Szymon Hołownia nie sprecyzował, które wyroki miałyby zostać wydane „na zamówienie PiS”. Jednak jeżeli przyjmie się założenie, że marszałek miał na myśli wnioski złożone przez posłów PiS, prezydenta Dudę, Krajową Radę Sądownictwa (której legalność kwestionuje obóz rządzący) oraz wniosek złożony przez Małgorzatę Manowską, prezes SN (według której działania rządu Donalda Tuska to atak na niezależność sądów), to jest ich rzeczywiście 13.
Powyższe sprawy dotyczyły kwestii, co do których interpretacji prawnej politycy poprzedniego obozu rządzącego nie zgadzają się z obecną władzą.
Chodzi m.in. o możliwość odpowiadania przed Trybunałem Stanu przez Prezesa Narodowego Banku Polskiego Adama Głapińskiego (1, 2), wygaszenia mandatów posłom Maciejowi Wąsikowi i Mariuszowi Kamińskiemu (1, 2) czy powołania komisji śledczej dot. oprogramowania Pegasus (1), przed którą odmówił zeznań prezes TK Bogdan Święczkowski.
Ile czeka się na wyrok Trybunału Konstytucyjnego?
Szymon Hołownia trafnie wskazał, że obywatelskie skargi konstytucyjne oczekują na rozpatrzenie zdecydowanie dłużej niż wnioski kierowane przez polityków. Konkretne liczby jednak różnią się od tych podanych przez marszałka.
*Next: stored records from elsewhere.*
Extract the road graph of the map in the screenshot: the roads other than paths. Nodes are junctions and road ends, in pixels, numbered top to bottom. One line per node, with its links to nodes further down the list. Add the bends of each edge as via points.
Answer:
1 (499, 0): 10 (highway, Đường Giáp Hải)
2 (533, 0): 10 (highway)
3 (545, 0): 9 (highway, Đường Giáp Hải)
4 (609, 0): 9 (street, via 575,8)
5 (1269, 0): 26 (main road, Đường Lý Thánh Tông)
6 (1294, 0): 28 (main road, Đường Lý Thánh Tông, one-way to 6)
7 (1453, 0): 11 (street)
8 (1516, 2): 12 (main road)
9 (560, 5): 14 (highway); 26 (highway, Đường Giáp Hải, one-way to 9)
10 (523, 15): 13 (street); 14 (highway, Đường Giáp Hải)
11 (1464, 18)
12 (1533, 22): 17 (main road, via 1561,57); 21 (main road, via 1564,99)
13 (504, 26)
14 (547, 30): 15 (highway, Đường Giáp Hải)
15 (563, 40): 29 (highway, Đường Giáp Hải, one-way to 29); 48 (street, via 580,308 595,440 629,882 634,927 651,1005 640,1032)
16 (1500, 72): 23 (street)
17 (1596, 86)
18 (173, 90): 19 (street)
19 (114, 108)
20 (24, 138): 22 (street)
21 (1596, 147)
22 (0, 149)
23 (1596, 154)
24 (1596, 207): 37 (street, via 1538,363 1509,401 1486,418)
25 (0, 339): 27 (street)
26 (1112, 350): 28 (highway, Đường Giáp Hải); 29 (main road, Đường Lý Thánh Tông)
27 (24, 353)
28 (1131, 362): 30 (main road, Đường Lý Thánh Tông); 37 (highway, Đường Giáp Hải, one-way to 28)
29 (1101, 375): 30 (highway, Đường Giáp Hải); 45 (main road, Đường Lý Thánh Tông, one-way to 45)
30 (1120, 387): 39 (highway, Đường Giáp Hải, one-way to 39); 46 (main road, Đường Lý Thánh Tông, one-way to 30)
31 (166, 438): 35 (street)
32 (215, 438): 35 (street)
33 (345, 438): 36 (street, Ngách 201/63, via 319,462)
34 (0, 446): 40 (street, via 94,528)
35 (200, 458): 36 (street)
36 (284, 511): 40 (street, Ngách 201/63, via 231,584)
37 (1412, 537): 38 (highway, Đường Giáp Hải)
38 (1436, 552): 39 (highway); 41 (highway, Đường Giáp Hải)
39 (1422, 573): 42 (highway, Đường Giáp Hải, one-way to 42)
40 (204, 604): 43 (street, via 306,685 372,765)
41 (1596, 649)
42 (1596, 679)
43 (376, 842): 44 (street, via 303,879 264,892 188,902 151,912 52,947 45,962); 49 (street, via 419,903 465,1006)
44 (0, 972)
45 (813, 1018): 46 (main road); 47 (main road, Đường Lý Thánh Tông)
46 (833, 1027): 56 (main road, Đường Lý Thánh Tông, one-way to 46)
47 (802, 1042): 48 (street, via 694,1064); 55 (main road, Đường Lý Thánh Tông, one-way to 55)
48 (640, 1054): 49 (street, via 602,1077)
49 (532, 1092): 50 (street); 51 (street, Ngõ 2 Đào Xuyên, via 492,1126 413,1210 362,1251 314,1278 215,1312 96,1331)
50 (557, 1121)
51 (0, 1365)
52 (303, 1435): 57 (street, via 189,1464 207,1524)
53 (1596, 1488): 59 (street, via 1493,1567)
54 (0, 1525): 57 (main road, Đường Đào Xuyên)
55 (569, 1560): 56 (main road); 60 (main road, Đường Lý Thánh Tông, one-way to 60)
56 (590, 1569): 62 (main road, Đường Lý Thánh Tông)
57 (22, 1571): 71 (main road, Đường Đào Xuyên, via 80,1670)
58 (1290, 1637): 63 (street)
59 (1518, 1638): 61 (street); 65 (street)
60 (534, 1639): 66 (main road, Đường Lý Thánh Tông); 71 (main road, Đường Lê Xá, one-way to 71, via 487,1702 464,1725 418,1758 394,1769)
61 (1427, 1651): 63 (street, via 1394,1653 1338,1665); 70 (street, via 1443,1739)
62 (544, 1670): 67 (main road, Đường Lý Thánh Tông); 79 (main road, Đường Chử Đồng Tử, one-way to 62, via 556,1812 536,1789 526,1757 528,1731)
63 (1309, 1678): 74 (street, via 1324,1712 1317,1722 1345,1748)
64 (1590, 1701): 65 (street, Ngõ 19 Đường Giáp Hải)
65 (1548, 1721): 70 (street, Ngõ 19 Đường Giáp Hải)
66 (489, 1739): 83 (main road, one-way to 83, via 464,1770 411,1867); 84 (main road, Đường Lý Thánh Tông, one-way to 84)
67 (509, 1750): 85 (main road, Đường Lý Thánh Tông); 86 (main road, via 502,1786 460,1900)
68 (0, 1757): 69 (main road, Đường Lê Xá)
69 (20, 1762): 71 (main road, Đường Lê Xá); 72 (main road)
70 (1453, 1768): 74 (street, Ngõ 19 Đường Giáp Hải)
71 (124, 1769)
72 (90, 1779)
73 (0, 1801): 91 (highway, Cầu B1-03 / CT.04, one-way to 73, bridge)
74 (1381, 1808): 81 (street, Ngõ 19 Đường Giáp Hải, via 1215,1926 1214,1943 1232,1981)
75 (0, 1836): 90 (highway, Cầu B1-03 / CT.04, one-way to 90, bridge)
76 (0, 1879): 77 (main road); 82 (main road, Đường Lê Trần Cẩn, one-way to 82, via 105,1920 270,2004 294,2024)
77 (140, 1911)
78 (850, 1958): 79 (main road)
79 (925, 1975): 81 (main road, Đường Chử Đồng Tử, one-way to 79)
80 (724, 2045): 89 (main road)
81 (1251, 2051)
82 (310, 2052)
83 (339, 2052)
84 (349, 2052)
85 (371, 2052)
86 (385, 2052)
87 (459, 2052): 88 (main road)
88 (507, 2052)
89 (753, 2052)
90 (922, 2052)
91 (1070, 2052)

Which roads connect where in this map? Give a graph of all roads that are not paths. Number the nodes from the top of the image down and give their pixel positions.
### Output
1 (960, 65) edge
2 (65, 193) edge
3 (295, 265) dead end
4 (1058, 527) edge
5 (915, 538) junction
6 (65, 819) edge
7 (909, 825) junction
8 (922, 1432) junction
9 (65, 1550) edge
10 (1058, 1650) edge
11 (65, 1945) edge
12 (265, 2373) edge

Policzyliśmy, że skargi konstytucyjne, w których sprawie wydano wyroki w ubiegłym roku, były rozpatrywane przez Trybunał średnio ponad 3,5 roku. Politycy PiS czekali na wyrok Trybunału średnio około 18 tygodni (nieco ponad 4 miesiące).
Średnia dla 13 wyroków, które mógł mieć na myśli Szymon Hołownia, wynosi z kolei prawie 34 tygodnie (ok. 8 miesięcy). Warto jednak zauważyć, że średnią zawyża wyrok w sprawie rozporządzenia Ministra Sprawiedliwości, na który Krajowa Rada Sądownicza czekała ponad 3 lata. Gdy go pominiemy, średnia wynosi ponad 22 tygodnie (ponad 5 miesięcy).
Co dalej z Trybunałem Konstytucyjnym?
Ministerstwo Sprawiedliwości przedstawiło w marcu 2024 roku „pakiet rozwiązań uzdrawiających Trybunał Konstytucyjny”, na który składały się projekt uchwały sejmowej, społeczny projekt ustawy o Trybunale Konstytucyjnym i projekt ustawy ją wprowadzającej, a także propozycje zmian w Konstytucji RP.
6 marca Sejm przyjął uchwałę w tej sprawie. Z kolei ustawa o Trybunale Konstytucyjnym oraz ustawa określająca zasady wprowadzenia ustawy o TK zostały przyjęte w lipcu przez Sejm i skierowane do podpisu przez Prezydenta. Prezydent Andrzej Duda skierował jednak oba dokumenty do rozpatrzenia przez Trybunał Konstytucyjny.
Głównym przedmiotem wniosku prezydenta są zarzuty dotyczące niezgodności przepisów tej ustawy z Konstytucją. Chodzi o zapisy, które podważają status niektórych sędziów Trybunału oraz stwierdzają nieważność i brak skutków prawnych orzeczeń Trybunału w czasie, gdy według twórców nowej ustawy, orzekał w nieuprawnionym składzie.
Obie sprawy nie zostały jeszcze rozpatrzone przed Trybunałem (Kp 4/24, Kp 3/24).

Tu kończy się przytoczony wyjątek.